*** Opening SOURCE MATERIAL ***

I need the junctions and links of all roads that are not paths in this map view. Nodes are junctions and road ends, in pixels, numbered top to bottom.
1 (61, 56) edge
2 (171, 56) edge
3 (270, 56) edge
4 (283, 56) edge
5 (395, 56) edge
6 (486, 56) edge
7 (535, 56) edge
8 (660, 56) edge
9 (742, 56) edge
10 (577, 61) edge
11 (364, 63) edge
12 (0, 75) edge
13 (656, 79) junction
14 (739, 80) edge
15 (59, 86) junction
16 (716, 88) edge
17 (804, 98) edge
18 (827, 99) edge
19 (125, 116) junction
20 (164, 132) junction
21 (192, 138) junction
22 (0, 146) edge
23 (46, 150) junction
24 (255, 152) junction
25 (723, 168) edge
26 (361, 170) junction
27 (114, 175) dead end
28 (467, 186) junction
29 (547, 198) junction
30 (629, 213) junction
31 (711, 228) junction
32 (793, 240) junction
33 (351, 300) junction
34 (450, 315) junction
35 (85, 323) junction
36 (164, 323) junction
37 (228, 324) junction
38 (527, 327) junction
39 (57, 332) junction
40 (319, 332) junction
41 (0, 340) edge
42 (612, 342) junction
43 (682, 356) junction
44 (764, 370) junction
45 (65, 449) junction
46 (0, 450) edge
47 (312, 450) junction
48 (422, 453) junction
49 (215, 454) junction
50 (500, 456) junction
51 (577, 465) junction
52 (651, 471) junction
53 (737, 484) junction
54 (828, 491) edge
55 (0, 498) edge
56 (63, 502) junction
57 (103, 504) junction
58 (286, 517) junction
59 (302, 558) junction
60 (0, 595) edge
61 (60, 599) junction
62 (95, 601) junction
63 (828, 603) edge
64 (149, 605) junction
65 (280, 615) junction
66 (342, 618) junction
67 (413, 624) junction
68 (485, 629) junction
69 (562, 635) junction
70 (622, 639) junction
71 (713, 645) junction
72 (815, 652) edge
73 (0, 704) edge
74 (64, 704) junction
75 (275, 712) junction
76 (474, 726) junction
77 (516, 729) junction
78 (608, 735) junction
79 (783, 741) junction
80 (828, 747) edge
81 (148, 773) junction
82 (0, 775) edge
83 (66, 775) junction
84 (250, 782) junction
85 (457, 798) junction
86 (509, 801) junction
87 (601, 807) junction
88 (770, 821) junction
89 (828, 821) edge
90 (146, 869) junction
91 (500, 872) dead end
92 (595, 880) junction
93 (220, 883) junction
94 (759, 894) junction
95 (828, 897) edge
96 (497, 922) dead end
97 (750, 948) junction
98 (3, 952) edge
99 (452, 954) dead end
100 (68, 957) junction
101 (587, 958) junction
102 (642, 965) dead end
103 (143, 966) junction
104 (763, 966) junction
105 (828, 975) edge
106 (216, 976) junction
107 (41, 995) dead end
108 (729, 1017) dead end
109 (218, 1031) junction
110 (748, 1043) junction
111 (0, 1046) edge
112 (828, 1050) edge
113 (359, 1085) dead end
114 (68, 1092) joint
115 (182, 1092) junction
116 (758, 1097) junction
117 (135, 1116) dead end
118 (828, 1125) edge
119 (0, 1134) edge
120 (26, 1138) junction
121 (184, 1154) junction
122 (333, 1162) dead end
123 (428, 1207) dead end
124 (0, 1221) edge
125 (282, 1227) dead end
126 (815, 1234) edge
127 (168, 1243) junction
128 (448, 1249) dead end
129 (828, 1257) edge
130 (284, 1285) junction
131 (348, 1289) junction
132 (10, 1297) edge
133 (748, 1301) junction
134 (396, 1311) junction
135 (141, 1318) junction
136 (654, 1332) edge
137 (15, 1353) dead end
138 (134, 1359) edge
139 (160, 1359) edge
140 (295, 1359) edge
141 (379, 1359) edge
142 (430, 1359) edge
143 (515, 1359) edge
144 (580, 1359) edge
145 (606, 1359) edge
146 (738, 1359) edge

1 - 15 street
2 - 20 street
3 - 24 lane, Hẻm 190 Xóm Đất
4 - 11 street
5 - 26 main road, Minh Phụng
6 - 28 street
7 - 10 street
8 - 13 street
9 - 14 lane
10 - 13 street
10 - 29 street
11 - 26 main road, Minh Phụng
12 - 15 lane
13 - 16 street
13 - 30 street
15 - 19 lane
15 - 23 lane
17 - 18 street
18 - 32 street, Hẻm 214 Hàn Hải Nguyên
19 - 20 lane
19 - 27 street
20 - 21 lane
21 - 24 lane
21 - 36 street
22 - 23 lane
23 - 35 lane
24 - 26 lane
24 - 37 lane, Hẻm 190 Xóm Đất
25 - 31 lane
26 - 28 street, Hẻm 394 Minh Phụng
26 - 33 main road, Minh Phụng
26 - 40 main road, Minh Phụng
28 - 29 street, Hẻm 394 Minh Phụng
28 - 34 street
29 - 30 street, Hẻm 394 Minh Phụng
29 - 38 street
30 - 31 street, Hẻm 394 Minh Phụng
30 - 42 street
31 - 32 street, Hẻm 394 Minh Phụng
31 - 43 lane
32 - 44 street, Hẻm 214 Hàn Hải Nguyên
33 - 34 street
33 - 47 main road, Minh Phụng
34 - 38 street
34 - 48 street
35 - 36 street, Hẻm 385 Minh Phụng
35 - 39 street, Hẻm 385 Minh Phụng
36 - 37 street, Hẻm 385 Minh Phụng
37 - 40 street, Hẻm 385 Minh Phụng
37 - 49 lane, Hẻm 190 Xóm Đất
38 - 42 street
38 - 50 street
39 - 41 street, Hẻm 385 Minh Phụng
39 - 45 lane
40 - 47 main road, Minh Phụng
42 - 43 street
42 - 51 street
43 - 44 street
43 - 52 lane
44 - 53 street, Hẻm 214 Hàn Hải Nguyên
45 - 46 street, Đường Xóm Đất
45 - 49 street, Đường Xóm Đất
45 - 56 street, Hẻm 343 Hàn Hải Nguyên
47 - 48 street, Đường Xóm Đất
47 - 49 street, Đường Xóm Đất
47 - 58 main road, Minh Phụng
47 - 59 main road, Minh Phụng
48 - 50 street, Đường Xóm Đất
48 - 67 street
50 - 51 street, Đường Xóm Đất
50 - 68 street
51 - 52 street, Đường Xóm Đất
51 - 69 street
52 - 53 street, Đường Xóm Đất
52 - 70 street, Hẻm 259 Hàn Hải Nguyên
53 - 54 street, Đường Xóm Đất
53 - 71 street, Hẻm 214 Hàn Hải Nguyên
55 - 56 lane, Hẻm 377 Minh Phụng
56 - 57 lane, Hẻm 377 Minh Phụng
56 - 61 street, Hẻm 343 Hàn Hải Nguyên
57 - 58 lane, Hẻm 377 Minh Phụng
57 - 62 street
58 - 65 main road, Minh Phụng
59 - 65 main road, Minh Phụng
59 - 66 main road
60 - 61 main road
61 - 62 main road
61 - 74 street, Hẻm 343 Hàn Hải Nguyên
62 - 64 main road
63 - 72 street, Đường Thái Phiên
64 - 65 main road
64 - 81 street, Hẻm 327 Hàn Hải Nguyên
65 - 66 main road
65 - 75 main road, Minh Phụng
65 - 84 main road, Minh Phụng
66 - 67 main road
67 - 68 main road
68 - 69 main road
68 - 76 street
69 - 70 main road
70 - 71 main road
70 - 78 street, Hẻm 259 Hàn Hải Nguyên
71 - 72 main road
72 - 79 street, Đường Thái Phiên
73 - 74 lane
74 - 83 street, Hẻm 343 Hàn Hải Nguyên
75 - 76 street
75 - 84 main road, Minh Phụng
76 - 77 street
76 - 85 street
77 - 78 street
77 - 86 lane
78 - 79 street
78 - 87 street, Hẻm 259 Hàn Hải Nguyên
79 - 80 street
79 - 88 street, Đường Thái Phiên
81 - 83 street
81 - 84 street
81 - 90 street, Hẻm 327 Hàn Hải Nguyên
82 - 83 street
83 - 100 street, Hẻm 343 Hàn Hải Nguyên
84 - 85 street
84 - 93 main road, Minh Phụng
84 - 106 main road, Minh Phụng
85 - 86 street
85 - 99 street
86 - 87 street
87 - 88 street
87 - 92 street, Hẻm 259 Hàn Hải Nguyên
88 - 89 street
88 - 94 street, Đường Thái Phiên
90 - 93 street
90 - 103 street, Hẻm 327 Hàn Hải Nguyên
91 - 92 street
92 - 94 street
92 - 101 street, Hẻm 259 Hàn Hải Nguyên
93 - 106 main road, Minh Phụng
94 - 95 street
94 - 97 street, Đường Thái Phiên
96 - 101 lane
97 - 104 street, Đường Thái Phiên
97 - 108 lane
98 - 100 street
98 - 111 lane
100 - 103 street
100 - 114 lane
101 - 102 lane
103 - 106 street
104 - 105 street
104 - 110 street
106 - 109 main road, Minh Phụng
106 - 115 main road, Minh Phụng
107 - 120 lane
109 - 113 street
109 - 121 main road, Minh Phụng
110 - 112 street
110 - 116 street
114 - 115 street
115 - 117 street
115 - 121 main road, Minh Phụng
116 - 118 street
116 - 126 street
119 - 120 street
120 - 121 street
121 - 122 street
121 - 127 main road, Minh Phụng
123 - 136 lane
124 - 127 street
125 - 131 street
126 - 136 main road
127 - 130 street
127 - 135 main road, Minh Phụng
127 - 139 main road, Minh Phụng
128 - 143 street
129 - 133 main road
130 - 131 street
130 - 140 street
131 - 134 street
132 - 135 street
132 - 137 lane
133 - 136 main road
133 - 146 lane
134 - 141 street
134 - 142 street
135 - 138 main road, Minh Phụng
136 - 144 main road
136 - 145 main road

*** Closing SOURCE MATERIAL ***

§ WORK ORDER
Every line above with the word "Phiên" belongs in the answer, copied as written.

§ YOUR SOLUTION
63 - 72 street, Đường Thái Phiên
72 - 79 street, Đường Thái Phiên
79 - 88 street, Đường Thái Phiên
88 - 94 street, Đường Thái Phiên
94 - 97 street, Đường Thái Phiên
97 - 104 street, Đường Thái Phiên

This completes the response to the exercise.